# Nissan Frontier Yr 2000 A/C problem



## max_auto (Aug 4, 2010)

hey,

this nissan frontier's A/C comes on and off when ever it feels like, it cuts off almost immediately sometimes and sometimes it stays on. i really need to know what is the matter with this vehicle. This is regardless if the vehicle is idling or driving.


----------



## NissanPartsDept (Mar 31, 2010)

When you say it cuts off, does the fan stop or does it just get warm?


----------



## max_auto (Aug 4, 2010)

the air is warm. note that there is no gas problem. i tried another pressure switch and the same problem. I'm getting a DTC from my X431 scanner. Its a code that's related to the knock sensor P0325. I'm really at a lost with this vehicle.


----------



## Fulltilt1 (May 14, 2004)

Replace thermal control amp.
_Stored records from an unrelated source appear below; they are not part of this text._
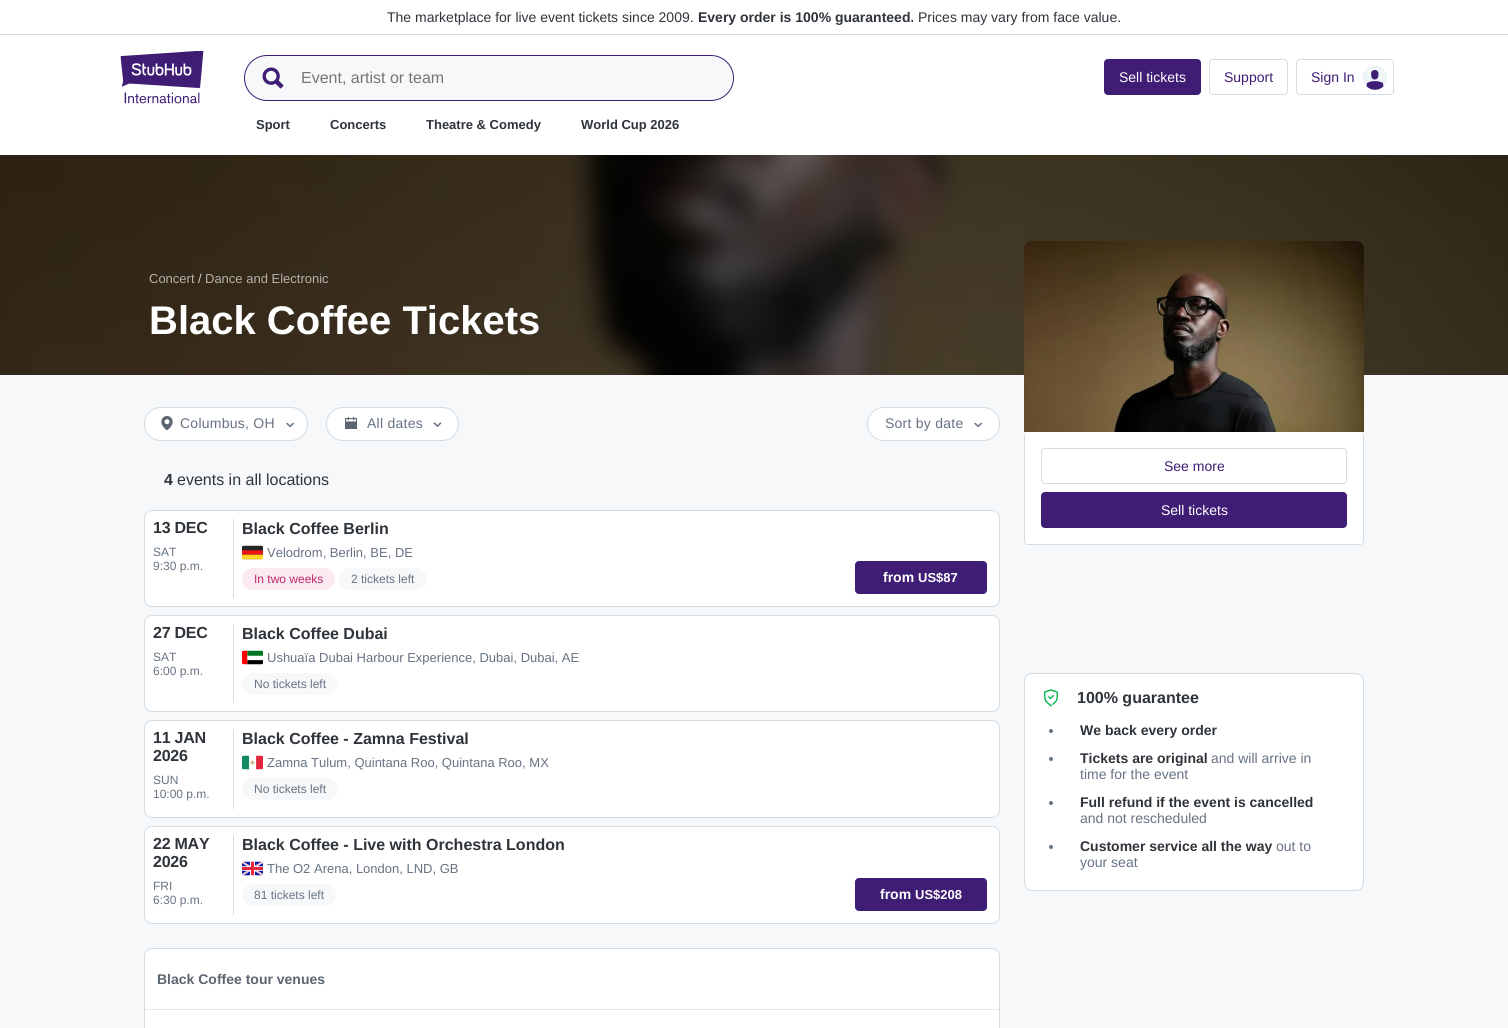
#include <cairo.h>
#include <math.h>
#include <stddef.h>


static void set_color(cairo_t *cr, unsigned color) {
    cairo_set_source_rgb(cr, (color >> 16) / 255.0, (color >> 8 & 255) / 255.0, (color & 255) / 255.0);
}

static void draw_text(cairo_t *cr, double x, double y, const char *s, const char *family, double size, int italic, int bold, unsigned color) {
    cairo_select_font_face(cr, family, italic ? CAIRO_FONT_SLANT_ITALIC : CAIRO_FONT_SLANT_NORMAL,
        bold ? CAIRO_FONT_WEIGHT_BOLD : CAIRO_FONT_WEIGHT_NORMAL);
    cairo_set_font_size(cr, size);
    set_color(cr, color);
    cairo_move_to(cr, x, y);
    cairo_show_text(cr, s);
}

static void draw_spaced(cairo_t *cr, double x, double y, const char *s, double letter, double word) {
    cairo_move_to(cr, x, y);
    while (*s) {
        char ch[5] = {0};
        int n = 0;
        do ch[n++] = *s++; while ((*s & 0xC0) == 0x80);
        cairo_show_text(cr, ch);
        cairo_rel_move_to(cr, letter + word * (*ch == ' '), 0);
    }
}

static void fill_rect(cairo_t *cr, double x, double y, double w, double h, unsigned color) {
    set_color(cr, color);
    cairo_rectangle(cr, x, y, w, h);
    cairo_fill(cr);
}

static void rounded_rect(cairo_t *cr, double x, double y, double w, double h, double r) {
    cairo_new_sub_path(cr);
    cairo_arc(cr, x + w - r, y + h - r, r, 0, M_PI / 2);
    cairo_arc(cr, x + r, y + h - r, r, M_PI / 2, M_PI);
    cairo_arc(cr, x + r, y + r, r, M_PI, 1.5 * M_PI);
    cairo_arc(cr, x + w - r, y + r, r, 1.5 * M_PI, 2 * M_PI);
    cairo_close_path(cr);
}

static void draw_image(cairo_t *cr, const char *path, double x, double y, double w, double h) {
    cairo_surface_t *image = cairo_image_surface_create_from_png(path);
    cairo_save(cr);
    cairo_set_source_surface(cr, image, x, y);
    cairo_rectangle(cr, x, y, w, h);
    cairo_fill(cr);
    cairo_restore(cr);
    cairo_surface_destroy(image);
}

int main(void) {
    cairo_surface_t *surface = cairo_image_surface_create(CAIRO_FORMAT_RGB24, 1508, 1028);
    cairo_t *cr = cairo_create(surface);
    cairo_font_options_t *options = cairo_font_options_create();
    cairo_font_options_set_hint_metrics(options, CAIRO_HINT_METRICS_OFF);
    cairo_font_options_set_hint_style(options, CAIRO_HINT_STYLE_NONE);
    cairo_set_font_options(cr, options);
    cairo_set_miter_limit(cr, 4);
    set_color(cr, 0xF6F8F9);
    cairo_paint(cr);
    fill_rect(cr, 0, 0, 1508, 155, 0xFFFFFF);
    fill_rect(cr, 0, 34, 1508, 1, 0xD1DCE5);
    draw_text(cr, 387, 22, "The marketplace for live event tickets since 2009.", "Liberation Sans", 14, 0, 0, 0x2F343B);
    draw_text(cr, 698, 22, "Every order is 100% guaranteed.", "Liberation Sans", 14, 0, 1, 0x2F343B);
    draw_text(cr, 918, 22, "Prices may vary from face value.", "Liberation Sans", 14, 0, 0, 0x2F343B);
    set_color(cr, 0xF6F8F9);
    rounded_rect(cr, 244.5, 55.5, 489, 45, 22.5);
    cairo_fill_preserve(cr);
    set_color(cr, 0x3F1D75);
    cairo_set_line_width(cr, 1);
    cairo_stroke(cr);
    draw_image(cr, "assets/img1.png", 262, 67, 22, 22);
    draw_text(cr, 301, 83, "Event, artist or team", "Liberation Sans", 16, 0, 0, 0x757575);
    draw_image(cr, "assets/img2.png", 120, 51, 84, 53);
    set_color(cr, 0x3F1D75);
    rounded_rect(cr, 1104.5, 59.5, 96, 35, 3.5);
    cairo_fill_preserve(cr);
    cairo_stroke(cr);
    draw_text(cr, 1119, 82, "Sell tickets", "Liberation Sans", 14, 0, 0, 0xFFFFFF);
    rounded_rect(cr, 1209.5, 59.5, 78, 35, 3.5);
    set_color(cr, 0xD1DCE5);
    cairo_stroke(cr);
    draw_text(cr, 1224, 82, "Support", "Liberation Sans", 14, 0, 0, 0x3F1D75);
    rounded_rect(cr, 1296.5, 59.5, 97, 35, 3.5);
    set_color(cr, 0xD1DCE5);
    cairo_stroke(cr);
    draw_text(cr, 1311, 82, "Sign In", "Liberation Sans", 14, 0, 0, 0x3F1D75);
    draw_image(cr, "assets/img3.png", 1363, 66, 24, 24);
    draw_text(cr, 256, 129, "Sport", "Liberation Sans", 13, 0, 1, 0x2F343B);
    draw_text(cr, 330, 129, "Concerts", "Liberation Sans", 13, 0, 1, 0x2F343B);
    draw_text(cr, 426, 129, "Theatre & Comedy", "Liberation Sans", 13, 0, 1, 0x2F343B);
    draw_text(cr, 581, 129, "World Cup 2026", "Liberation Sans", 13, 0, 1, 0x2F343B);
    draw_image(cr, "assets/img4.png", 0, 155, 1508, 220);
    draw_text(cr, 149, 283, "Concert", "Liberation Sans", 13, 0, 0, 0xB6B2AC);
    draw_text(cr, 198, 283, "/", "Liberation Sans", 13, 0, 0, 0xD6D4D1);
    draw_text(cr, 205, 283, "Dance and Electronic", "Liberation Sans", 13, 0, 0, 0xB6B2AC);
    draw_text(cr, 149, 334, "Black Coffee Tickets", "Liberation Sans", 40, 0, 1, 0xFFFFFF);
    rounded_rect(cr, 144.5, 407.5, 163, 33, 16.5);
    cairo_fill_preserve(cr);
    set_color(cr, 0xD1DCE5);
    cairo_stroke(cr);
    draw_image(cr, "assets/img5.png", 161, 416, 12, 15);
    cairo_select_font_face(cr, "Liberation Sans", CAIRO_FONT_SLANT_NORMAL, CAIRO_FONT_WEIGHT_NORMAL);
    cairo_set_font_size(cr, 14);
    set_color(cr, 0x677383);
    draw_spaced(cr, 180, 428, "Columbus, OH", 0.25, 0);
    draw_image(cr, "assets/img6.png", 286, 422, 8, 6);
    set_color(cr, 0xFFFFFF);
    rounded_rect(cr, 326.5, 407.5, 132, 33, 16.5);
    cairo_fill_preserve(cr);
    set_color(cr, 0xD1DCE5);
    cairo_stroke(cr);
    draw_image(cr, "assets/img7.png", 345, 417, 12, 12);
    set_color(cr, 0x677383);
    draw_spaced(cr, 367, 428, "All dates", 0.25, 0);
    draw_image(cr, "assets/img8.png", 433, 422, 9, 5);
    set_color(cr, 0xFFFFFF);
    rounded_rect(cr, 867.5, 407.5, 132, 33, 16.5);
    cairo_fill_preserve(cr);
    set_color(cr, 0xD1DCE5);
    cairo_stroke(cr);
    set_color(cr, 0x677383);
    draw_spaced(cr, 885, 428, "Sort by date", 0.25, 0);
    draw_image(cr, "assets/img9.png", 974, 422, 8, 6);
    draw_text(cr, 164, 485, "4", "Liberation Sans", 16, 0, 1, 0x2F343B);
    draw_text(cr, 177, 485, "events in all locations", "Liberation Sans", 16, 0, 0, 0x2F343B);
    set_color(cr, 0xFFFFFF);
    rounded_rect(cr, 144.5, 510.5, 855, 96, 7.5);
    cairo_fill_preserve(cr);
    set_color(cr, 0xD1DCE5);
    cairo_stroke(cr);
    fill_rect(cr, 233, 519, 1, 79, 0xD1DCE5);
    cairo_select_font_face(cr, "Liberation Sans", CAIRO_FONT_SLANT_NORMAL, CAIRO_FONT_WEIGHT_BOLD);
    set_color(cr, 0x2F343B);
    draw_spaced(cr, 153, 533, "13 DEC", -0.25, 0);
    draw_text(cr, 153, 556, "SAT", "Liberation Sans", 12, 0, 0, 0x677383);
    draw_text(cr, 153, 570, "9:30 p.m.", "Liberation Sans", 12, 0, 0, 0x677383);
    draw_text(cr, 242, 534, "Black Coffee Berlin", "Liberation Sans", 16, 0, 1, 0x2F343B);
    draw_image(cr, "assets/img10.png", 242, 545, 21, 15);
    draw_text(cr, 267, 557, "Velodrom, Berlin, BE, DE", "Liberation Sans", 13, 0, 0, 0x677383);
    set_color(cr, 0xFBEAF1);
    rounded_rect(cr, 242, 568, 93, 22, 11);
    cairo_fill(cr);
    draw_text(cr, 254, 583, "In two weeks", "Liberation Sans", 12, 0, 0, 0xBF266B);
    set_color(cr, 0xF6F8F9);
    rounded_rect(cr, 339, 568, 88, 22, 11);
    cairo_fill(cr);
    draw_text(cr, 351, 583, "2 tickets left", "Liberation Sans", 12, 0, 0, 0x677383);
    set_color(cr, 0x3F1D75);
    rounded_rect(cr, 855.5, 561.5, 131, 32, 3.5);
    cairo_fill_preserve(cr);
    cairo_stroke(cr);
    draw_text(cr, 883, 582, "from", "Liberation Sans", 14, 0, 1, 0xFFFFFF);
    draw_text(cr, 918, 582, "US$87", "Liberation Sans", 13, 0, 1, 0xFFFFFF);
    rounded_rect(cr, 144.5, 615.5, 855, 96, 7.5);
    cairo_fill_preserve(cr);
    set_color(cr, 0xD1DCE5);
    cairo_stroke(cr);
    fill_rect(cr, 233, 624, 1, 79, 0xD1DCE5);
    cairo_set_font_size(cr, 16);
    set_color(cr, 0x2F343B);
    draw_spaced(cr, 153, 638, "27 DEC", -0.25, 0);
    draw_text(cr, 153, 661, "SAT", "Liberation Sans", 12, 0, 0, 0x677383);
    draw_text(cr, 153, 675, "6:00 p.m.", "Liberation Sans", 12, 0, 0, 0x677383);
    draw_text(cr, 242, 639, "Black Coffee Dubai", "Liberation Sans", 16, 0, 1, 0x2F343B);
    draw_image(cr, "assets/img11.png", 242, 650, 21, 15);
    draw_text(cr, 267, 662, "Ushuaïa Dubai Harbour Experience, Dubai, Dubai, AE", "Liberation Sans", 13, 0, 0, 0x677383);
    set_color(cr, 0xF6F8F9);
    rounded_rect(cr, 242, 673, 96, 22, 11);
    cairo_fill(cr);
    draw_text(cr, 254, 688, "No tickets left", "Liberation Sans", 12, 0, 0, 0x677383);
    set_color(cr, 0xFFFFFF);
    rounded_rect(cr, 144.5, 720.5, 855, 97, 7.5);
    cairo_fill_preserve(cr);
    set_color(cr, 0xD1DCE5);
    cairo_stroke(cr);
    fill_rect(cr, 233, 729, 1, 80, 0xD1DCE5);
    cairo_select_font_face(cr, "Liberation Sans", CAIRO_FONT_SLANT_NORMAL, CAIRO_FONT_WEIGHT_BOLD);
    cairo_set_font_size(cr, 16);
    set_color(cr, 0x2F343B);
    draw_spaced(cr, 153, 743, "11 JAN", -0.25, 0);
    draw_spaced(cr, 153, 761, "2026", -0.25, 0);
    draw_text(cr, 153, 784, "SUN", "Liberation Sans", 12, 0, 0, 0x677383);
    draw_text(cr, 153, 798, "10:00 p.m.", "Liberation Sans", 12, 0, 0, 0x677383);
    draw_text(cr, 242, 744, "Black Coffee - Zamna Festival", "Liberation Sans", 16, 0, 1, 0x2F343B);
    draw_image(cr, "assets/img12.png", 242, 755, 21, 15);
    draw_text(cr, 267, 767, "Zamna Tulum, Quintana Roo, Quintana Roo, MX", "Liberation Sans", 13, 0, 0, 0x677383);
    set_color(cr, 0xF6F8F9);
    rounded_rect(cr, 242, 778, 96, 22, 11);
    cairo_fill(cr);
    draw_text(cr, 254, 793, "No tickets left", "Liberation Sans", 12, 0, 0, 0x677383);
    set_color(cr, 0xFFFFFF);
    rounded_rect(cr, 144.5, 826.5, 855, 97, 7.5);
    cairo_fill_preserve(cr);
    set_color(cr, 0xD1DCE5);
    cairo_stroke(cr);
    fill_rect(cr, 233, 835, 1, 80, 0xD1DCE5);
    cairo_select_font_face(cr, "Liberation Sans", CAIRO_FONT_SLANT_NORMAL, CAIRO_FONT_WEIGHT_BOLD);
    cairo_set_font_size(cr, 16);
    set_color(cr, 0x2F343B);
    draw_spaced(cr, 153, 849, "22 MAY", -0.25, 0);
    draw_spaced(cr, 153, 867, "2026", -0.25, 0);
    draw_text(cr, 153, 890, "FRI", "Liberation Sans", 12, 0, 0, 0x677383);
    draw_text(cr, 153, 904, "6:30 p.m.", "Liberation Sans", 12, 0, 0, 0x677383);
    draw_text(cr, 242, 850, "Black Coffee - Live with Orchestra London", "Liberation Sans", 16, 0, 1, 0x2F343B);
    draw_image(cr, "assets/img13.png", 242, 861, 21, 15);
    draw_text(cr, 267, 873, "The O2 Arena, London, LND, GB", "Liberation Sans", 13, 0, 0, 0x677383);
    set_color(cr, 0xF6F8F9);
    rounded_rect(cr, 242, 884, 94, 22, 11);
    cairo_fill(cr);
    draw_text(cr, 254, 899, "81 tickets left", "Liberation Sans", 12, 0, 0, 0x677383);
    set_color(cr, 0x3F1D75);
    rounded_rect(cr, 855.5, 878.5, 131, 32, 3.5);
    cairo_fill_preserve(cr);
    cairo_stroke(cr);
    draw_text(cr, 880, 899, "from", "Liberation Sans", 14, 0, 1, 0xFFFFFF);
    draw_text(cr, 915, 899, "US$208", "Liberation Sans", 13, 0, 1, 0xFFFFFF);
    rounded_rect(cr, 144.5, 948.5, 855, 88, 7.5);
    cairo_fill_preserve(cr);
    set_color(cr, 0xD1DCE5);
    cairo_stroke(cr);
    fill_rect(cr, 145, 1009, 854, 1, 0xE6E9EB);
    draw_text(cr, 157, 984, "Black Coffee tour venues", "Liberation Sans", 14, 0, 1, 0x5C6570);
    draw_image(cr, "assets/img14.png", 1024, 241, 340, 191);
    set_color(cr, 0xFFFFFF);
    rounded_rect(cr, 1024, 432, 340, 113, 4);
    cairo_fill(cr);
    set_color(cr, 0xD1DCE5);
    cairo_set_fill_rule(cr, CAIRO_FILL_RULE_EVEN_ODD);
    cairo_new_path(cr);
    cairo_move_to(cr, 1028, 432);
    cairo_line_to(cr, 1360, 432);
    cairo_curve_to(cr, 1362, 432, 1364, 434, 1364, 436);
    cairo_line_to(cr, 1364, 541);
    cairo_curve_to(cr, 1364, 543, 1362, 545, 1360, 545);
    cairo_line_to(cr, 1028, 545);
    cairo_curve_to(cr, 1026, 545, 1024, 543, 1024, 541);
    cairo_line_to(cr, 1024, 436);
    cairo_curve_to(cr, 1024, 434, 1026, 432, 1028, 432);
    cairo_close_path(cr);
    cairo_move_to(cr, 1028, 432);
    cairo_line_to(cr, 1360, 432);
    cairo_curve_to(cr, 1362, 432, 1363, 434, 1363, 436);
    cairo_line_to(cr, 1363, 541);
    cairo_curve_to(cr, 1363, 543, 1362, 544, 1360, 544);
    cairo_line_to(cr, 1028, 544);
    cairo_curve_to(cr, 1026, 544, 1025, 543, 1025, 541);
    cairo_line_to(cr, 1025, 436);
    cairo_curve_to(cr, 1025, 434, 1026, 432, 1028, 432);
    cairo_close_path(cr);
    cairo_fill(cr);
    rounded_rect(cr, 1041.5, 448.5, 305, 35, 3.5);
    cairo_stroke(cr);
    draw_text(cr, 1164, 471, "See more", "Liberation Sans", 14, 0, 0, 0x3F1D75);
    rounded_rect(cr, 1041.5, 492.5, 305, 35, 3.5);
    cairo_fill_preserve(cr);
    cairo_stroke(cr);
    draw_text(cr, 1161, 515, "Sell tickets", "Liberation Sans", 14, 0, 0, 0xFFFFFF);
    rounded_rect(cr, 1024.5, 673.5, 339, 217, 7.5);
    cairo_fill_preserve(cr);
    set_color(cr, 0xD1DCE5);
    cairo_stroke(cr);
    draw_image(cr, "assets/img15.png", 1044, 689, 14, 18);
    draw_text(cr, 1077, 703, "100% guarantee", "Liberation Sans", 16, 0, 1, 0x2F343B);
    set_color(cr, 0x677383);
    cairo_new_path(cr);
    cairo_arc(cr, 1051, 731, 2, 0, 2 * M_PI);
    cairo_fill(cr);
    draw_text(cr, 1080, 735, "We back every order", "Liberation Sans", 14, 0, 1, 0x2F343B);
    set_color(cr, 0x677383);
    cairo_new_path(cr);
    cairo_arc(cr, 1051, 759, 2, 0, 2 * M_PI);
    cairo_fill(cr);
    draw_text(cr, 1080, 763, "Tickets are original", "Liberation Sans", 14, 0, 1, 0x2F343B);
    draw_text(cr, 1211, 763, "and will arrive in", "Liberation Sans", 14, 0, 0, 0x677383);
    draw_text(cr, 1080, 779, "time for the event", "Liberation Sans", 14, 0, 0, 0x677383);
    cairo_new_path(cr);
    cairo_arc(cr, 1051, 803, 2, 0, 2 * M_PI);
    cairo_fill(cr);
    draw_text(cr, 1080, 807, "Full refund if the event is cancelled", "Liberation Sans", 14, 0, 1, 0x2F343B);
    draw_text(cr, 1080, 823, "and not rescheduled", "Liberation Sans", 14, 0, 0, 0x677383);
    cairo_new_path(cr);
    cairo_arc(cr, 1051, 847, 2, 0, 2 * M_PI);
    cairo_fill(cr);
    draw_text(cr, 1080, 851, "Customer service all the way", "Liberation Sans", 14, 0, 1, 0x2F343B);
    draw_text(cr, 1276, 851, "out to", "Liberation Sans", 14, 0, 0, 0x677383);
    draw_text(cr, 1080, 867, "your seat", "Liberation Sans", 14, 0, 0, 0x677383);
    cairo_surface_write_to_png(surface, "output.png");
    cairo_font_options_destroy(options);
    cairo_destroy(cr);
    cairo_surface_destroy(surface);
    return 0;
}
Had this happen on mine. A/C cycles on and off quickly, sometimes not at all. Acts like a pressure but its not. Nissan had a real problem with these. Look under dash by cover for a/c evaporator. Loof for three wires black, red, and white. Disconnect at plug, connect new amp its a $40 part. It will fix problem then open bottom of evap cover and insert amp into fins just like the old one. It's a tight squeeze, kinda pry/pull it down just enough to get it done. 3 or 4 screws.


----------



## SPEEDO (Jun 9, 2003)

I got mine online for $28


----------



## Cusser (Apr 16, 2004)

max_auto said:


> note that there is no gas problem.


How do you KNOW this? The only real way is to remove all your R134a refrigerant and weigh it - is that what you did? 

Second best indicator is pressures at about 2000 rpm after 10 minutes of operation; post both low pressure and high pressure and the outside temperature.

AC experts state that 65% of AC issues are to refrigerant leaks.


----------